See one of BC's boys is/was due to deliver me some funds at some point yesterday. That math is pretty simple- he hasn't come. He will, he just hasn't yet.

It gets better. Me, the low fuel light, and a bag of candy came home just in time to discover that due to illness the party had to be canceled- dang. Knowing I just spend our last cash on candy (wow) I offered it to the kids. I mean what the hell anyway? 

Then strongly encouraged them to go find something fun to do, yes such as trespassing, or better we call it urban exploring. 

So that is why I was lying on my yoga mat listening, then laughing- (well, and the fact that I had turned my ankle kickboxing and standing had stopped being fun hours ago). And that was were I was when I looked up and saw that spider overhead on the ceiling. 
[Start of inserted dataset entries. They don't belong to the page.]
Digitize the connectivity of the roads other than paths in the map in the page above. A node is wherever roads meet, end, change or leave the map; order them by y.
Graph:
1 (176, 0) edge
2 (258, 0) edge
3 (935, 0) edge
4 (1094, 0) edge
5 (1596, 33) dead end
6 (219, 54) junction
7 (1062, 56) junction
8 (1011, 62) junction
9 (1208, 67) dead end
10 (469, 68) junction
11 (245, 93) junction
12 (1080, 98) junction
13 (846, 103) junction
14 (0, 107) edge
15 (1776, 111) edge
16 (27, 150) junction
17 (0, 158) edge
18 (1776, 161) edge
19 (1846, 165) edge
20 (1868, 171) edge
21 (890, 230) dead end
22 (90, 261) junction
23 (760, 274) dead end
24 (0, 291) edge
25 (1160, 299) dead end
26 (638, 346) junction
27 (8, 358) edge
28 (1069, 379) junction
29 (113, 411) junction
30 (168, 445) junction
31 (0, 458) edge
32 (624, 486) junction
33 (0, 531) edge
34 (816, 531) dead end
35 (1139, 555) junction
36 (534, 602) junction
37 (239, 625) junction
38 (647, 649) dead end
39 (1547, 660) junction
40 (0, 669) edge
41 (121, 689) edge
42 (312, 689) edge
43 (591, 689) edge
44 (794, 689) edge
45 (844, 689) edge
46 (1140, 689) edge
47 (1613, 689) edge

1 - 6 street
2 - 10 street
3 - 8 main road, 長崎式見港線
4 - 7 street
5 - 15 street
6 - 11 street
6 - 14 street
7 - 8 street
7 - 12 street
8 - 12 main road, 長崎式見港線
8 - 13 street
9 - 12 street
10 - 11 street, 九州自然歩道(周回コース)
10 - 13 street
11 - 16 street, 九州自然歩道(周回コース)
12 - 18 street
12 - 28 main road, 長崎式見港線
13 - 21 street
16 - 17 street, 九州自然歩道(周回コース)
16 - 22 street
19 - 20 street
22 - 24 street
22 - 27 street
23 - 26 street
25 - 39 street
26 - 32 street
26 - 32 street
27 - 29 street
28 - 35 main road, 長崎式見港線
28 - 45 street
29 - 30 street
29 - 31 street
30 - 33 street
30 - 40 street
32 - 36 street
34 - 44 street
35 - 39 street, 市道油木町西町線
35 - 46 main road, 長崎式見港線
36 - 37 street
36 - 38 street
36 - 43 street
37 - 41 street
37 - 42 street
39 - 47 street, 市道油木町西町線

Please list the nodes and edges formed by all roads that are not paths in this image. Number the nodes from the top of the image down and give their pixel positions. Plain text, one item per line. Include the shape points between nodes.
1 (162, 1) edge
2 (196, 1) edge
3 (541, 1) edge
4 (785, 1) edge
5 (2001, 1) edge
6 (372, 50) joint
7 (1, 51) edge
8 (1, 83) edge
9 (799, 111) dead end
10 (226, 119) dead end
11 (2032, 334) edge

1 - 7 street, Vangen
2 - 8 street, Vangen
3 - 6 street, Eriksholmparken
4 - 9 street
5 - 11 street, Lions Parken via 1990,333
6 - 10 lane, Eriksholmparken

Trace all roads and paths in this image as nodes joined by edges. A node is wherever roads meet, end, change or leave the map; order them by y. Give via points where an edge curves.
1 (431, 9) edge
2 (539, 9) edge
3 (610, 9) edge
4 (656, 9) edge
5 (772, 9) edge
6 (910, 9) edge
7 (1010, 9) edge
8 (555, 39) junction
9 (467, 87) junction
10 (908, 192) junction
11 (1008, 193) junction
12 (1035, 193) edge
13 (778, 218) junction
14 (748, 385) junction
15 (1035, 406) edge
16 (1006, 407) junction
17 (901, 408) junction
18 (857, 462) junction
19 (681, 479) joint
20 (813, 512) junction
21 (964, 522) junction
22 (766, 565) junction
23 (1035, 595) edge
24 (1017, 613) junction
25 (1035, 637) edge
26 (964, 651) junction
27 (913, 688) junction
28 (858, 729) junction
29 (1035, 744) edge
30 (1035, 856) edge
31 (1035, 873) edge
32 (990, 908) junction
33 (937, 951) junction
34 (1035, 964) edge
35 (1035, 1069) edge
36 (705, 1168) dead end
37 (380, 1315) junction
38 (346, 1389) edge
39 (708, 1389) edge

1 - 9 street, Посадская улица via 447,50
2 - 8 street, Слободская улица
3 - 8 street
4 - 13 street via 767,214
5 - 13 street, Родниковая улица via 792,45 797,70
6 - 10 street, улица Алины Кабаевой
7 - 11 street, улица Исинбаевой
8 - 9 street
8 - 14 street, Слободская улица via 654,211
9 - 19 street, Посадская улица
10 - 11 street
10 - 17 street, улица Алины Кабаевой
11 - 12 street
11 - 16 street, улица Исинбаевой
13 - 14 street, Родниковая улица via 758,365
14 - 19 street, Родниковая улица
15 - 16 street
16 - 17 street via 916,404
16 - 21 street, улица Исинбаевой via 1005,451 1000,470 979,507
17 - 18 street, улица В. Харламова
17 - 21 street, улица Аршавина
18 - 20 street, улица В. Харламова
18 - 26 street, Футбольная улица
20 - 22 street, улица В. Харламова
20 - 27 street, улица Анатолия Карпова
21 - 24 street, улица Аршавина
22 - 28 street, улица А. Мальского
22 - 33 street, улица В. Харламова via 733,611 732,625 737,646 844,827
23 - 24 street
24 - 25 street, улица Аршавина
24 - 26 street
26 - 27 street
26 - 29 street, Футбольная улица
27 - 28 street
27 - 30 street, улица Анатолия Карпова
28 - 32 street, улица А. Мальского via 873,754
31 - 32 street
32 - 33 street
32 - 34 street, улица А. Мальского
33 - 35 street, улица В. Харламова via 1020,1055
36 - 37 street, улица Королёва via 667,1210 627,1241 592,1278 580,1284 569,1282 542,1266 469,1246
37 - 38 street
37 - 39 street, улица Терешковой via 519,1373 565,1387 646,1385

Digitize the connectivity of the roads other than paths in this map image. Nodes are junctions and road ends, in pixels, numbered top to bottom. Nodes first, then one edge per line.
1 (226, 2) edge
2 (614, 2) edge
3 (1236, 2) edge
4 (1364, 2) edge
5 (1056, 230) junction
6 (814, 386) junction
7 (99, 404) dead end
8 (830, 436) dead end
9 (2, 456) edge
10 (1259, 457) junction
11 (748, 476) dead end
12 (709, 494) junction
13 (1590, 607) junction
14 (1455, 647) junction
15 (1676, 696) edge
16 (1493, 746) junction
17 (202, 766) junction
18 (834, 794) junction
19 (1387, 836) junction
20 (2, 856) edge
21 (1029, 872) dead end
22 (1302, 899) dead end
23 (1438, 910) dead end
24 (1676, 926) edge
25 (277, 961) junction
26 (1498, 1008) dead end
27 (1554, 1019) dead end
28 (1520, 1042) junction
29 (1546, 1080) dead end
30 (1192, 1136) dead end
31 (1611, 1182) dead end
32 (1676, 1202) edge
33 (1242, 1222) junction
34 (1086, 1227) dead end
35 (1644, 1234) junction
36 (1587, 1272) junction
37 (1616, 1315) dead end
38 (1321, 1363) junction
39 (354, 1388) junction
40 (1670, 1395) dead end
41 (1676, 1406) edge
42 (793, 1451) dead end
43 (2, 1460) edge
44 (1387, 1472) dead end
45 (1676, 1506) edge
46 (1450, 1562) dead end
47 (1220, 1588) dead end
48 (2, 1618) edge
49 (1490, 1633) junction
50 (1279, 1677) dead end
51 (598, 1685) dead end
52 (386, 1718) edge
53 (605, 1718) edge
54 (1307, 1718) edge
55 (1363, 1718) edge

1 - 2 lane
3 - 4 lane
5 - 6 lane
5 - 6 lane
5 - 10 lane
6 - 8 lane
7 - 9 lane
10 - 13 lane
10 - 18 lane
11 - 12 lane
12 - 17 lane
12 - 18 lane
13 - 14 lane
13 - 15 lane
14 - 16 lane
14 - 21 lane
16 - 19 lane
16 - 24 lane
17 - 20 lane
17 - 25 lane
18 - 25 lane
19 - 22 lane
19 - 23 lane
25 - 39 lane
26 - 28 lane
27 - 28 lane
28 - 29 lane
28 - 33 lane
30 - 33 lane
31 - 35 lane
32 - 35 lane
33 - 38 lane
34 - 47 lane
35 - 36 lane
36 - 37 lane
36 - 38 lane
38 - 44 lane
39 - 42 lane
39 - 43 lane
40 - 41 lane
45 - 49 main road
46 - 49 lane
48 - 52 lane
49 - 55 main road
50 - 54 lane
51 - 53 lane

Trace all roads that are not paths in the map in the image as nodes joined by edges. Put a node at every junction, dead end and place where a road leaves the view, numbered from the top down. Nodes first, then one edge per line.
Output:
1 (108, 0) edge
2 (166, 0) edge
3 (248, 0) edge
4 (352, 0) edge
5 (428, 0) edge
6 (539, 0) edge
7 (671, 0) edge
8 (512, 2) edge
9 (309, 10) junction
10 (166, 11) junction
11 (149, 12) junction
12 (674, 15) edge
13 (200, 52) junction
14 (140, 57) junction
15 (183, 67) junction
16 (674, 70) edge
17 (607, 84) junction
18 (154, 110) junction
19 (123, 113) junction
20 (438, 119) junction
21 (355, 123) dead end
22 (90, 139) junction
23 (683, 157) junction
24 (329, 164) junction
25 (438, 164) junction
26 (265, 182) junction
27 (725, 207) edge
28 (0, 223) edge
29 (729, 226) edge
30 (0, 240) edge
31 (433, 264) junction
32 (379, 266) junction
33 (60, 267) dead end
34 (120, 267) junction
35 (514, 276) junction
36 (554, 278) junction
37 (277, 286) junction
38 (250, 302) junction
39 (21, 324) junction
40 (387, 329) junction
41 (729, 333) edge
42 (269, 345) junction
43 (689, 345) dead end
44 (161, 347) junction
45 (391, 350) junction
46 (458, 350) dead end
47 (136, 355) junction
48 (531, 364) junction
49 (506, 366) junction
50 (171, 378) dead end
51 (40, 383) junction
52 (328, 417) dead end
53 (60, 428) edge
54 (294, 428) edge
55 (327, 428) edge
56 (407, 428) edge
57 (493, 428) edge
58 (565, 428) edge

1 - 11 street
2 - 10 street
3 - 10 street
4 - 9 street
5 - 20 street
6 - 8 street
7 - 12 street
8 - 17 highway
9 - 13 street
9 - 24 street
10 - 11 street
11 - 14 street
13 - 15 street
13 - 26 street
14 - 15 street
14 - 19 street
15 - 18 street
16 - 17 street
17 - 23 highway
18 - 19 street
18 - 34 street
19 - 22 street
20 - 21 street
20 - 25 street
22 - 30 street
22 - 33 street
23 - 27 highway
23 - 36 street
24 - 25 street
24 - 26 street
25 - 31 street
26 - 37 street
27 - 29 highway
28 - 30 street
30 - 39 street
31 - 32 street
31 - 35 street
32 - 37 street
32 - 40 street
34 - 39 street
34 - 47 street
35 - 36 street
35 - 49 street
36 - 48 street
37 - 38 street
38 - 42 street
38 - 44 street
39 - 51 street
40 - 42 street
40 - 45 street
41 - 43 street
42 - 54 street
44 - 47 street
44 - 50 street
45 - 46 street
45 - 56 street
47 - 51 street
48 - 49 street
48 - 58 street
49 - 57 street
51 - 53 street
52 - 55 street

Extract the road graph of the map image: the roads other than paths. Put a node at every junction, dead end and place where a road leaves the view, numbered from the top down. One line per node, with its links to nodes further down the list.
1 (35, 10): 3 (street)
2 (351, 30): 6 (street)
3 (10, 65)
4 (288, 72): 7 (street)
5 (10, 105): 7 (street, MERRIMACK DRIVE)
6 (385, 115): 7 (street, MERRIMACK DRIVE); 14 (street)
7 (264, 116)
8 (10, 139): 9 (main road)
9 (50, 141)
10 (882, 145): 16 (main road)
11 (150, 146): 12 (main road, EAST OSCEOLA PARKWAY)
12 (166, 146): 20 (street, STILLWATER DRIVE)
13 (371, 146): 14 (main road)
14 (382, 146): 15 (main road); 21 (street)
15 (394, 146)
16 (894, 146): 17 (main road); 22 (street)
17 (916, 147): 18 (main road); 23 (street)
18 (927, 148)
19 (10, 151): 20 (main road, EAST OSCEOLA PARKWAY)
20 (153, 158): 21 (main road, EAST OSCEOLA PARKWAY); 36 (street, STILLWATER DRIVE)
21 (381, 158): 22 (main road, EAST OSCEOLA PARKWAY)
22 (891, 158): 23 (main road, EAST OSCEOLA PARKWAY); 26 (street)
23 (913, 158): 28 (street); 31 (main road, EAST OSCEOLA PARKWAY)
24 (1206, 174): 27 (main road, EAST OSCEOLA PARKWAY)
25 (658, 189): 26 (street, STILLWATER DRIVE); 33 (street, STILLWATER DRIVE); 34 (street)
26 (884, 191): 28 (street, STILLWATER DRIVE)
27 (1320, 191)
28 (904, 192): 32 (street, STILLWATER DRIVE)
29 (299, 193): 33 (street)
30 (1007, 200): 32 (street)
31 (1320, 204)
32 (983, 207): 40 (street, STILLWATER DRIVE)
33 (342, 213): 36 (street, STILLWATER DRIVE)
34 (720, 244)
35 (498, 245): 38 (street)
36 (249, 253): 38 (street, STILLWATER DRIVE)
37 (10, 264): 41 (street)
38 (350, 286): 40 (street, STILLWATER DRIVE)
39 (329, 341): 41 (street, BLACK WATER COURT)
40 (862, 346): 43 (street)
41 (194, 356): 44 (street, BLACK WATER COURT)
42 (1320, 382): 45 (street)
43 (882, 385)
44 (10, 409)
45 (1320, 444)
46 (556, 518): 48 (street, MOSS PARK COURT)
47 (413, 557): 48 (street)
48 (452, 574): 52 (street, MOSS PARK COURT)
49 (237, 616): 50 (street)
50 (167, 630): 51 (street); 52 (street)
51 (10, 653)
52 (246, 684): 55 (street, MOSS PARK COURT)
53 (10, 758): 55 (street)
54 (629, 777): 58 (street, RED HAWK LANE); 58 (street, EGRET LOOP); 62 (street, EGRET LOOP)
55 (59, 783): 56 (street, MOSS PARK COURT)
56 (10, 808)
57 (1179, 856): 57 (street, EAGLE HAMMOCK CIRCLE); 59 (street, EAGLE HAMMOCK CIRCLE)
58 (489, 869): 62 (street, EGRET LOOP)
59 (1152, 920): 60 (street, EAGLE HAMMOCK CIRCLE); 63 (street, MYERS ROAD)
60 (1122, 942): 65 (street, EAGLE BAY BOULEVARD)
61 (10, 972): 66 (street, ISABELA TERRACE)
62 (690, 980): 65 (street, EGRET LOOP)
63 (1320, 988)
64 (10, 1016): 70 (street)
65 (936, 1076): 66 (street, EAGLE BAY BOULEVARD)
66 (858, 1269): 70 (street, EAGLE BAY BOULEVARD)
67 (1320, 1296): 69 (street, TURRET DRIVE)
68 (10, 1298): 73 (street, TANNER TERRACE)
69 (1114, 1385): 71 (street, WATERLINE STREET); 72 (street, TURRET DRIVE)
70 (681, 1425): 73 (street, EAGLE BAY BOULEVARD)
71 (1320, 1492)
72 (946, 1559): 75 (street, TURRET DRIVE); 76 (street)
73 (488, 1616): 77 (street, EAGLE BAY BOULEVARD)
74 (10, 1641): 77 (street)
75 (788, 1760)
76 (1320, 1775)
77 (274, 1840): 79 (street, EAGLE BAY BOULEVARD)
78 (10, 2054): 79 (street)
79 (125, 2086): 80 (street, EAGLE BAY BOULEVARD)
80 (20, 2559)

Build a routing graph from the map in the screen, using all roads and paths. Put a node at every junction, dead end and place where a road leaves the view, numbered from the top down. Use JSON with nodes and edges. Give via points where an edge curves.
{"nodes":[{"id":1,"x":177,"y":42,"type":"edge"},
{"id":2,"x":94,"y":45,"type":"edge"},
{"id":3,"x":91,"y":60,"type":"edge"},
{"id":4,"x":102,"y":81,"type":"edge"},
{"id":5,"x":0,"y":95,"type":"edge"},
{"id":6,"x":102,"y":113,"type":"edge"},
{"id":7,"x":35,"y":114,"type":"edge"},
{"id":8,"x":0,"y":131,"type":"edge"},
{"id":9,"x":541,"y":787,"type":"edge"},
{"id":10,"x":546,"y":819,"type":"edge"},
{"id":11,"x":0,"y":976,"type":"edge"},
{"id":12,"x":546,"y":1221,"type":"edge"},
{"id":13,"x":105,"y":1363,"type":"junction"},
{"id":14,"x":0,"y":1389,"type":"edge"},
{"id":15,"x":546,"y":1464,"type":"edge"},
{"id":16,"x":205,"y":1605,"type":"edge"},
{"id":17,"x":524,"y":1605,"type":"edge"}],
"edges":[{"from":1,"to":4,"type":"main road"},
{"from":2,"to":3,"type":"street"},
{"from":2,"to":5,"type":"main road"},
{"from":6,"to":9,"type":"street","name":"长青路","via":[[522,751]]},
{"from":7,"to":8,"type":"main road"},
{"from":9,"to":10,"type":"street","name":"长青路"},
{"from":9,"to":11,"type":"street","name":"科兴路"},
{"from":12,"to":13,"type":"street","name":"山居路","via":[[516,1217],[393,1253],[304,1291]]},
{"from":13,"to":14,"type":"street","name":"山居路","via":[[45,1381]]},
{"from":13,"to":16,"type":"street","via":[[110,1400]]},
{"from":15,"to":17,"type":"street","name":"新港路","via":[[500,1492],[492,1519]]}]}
No BC, no kids, no way in hell I could leave it to live in my house or be the person who gets close enough to kill it.... I wondered if I got Beach's bird and taped it to a long stick and aim it's beak at the spider if it would eat it for me. I figured it might work but that I would most likely lose a finger during the taping phase of the plan- still I considered it for a long time.



I spent half an hour not being able to do anything but watch the spider before I finally sucked it up and killed it using a fly swatter. Which I then refused to pick up because it had touched the spider. 

The dead spider lay under it until the kids returned. Beach used a tissue and cleared the crime scene. It was a good hour before I allowed Beach who had touched the spider to touch me.  


By the end of the day, after having a discussion with my son about the dangers of siphoning gas from one car to another (him lecturing me not to do it) Beach and Sophie, who by that point had joined us, were eating a dinner of potato wedges and shooting orange jello, over, under, and through, the largest display of dollar store candy wrappers and cheap frosting while I argued to Jeff, Sophie's papa, that essentially potato wedges are the same as baked potatoes and baked potatoes are a meal....

He had come in the house laughing having already past little red in the driveway, hood up, battery charger connected. Luckily for me he was still laughing at my disaster when he left. "I'm around tomorrow, call me if you need me..." or did he say "when"?

Overall I think things are going pretty well.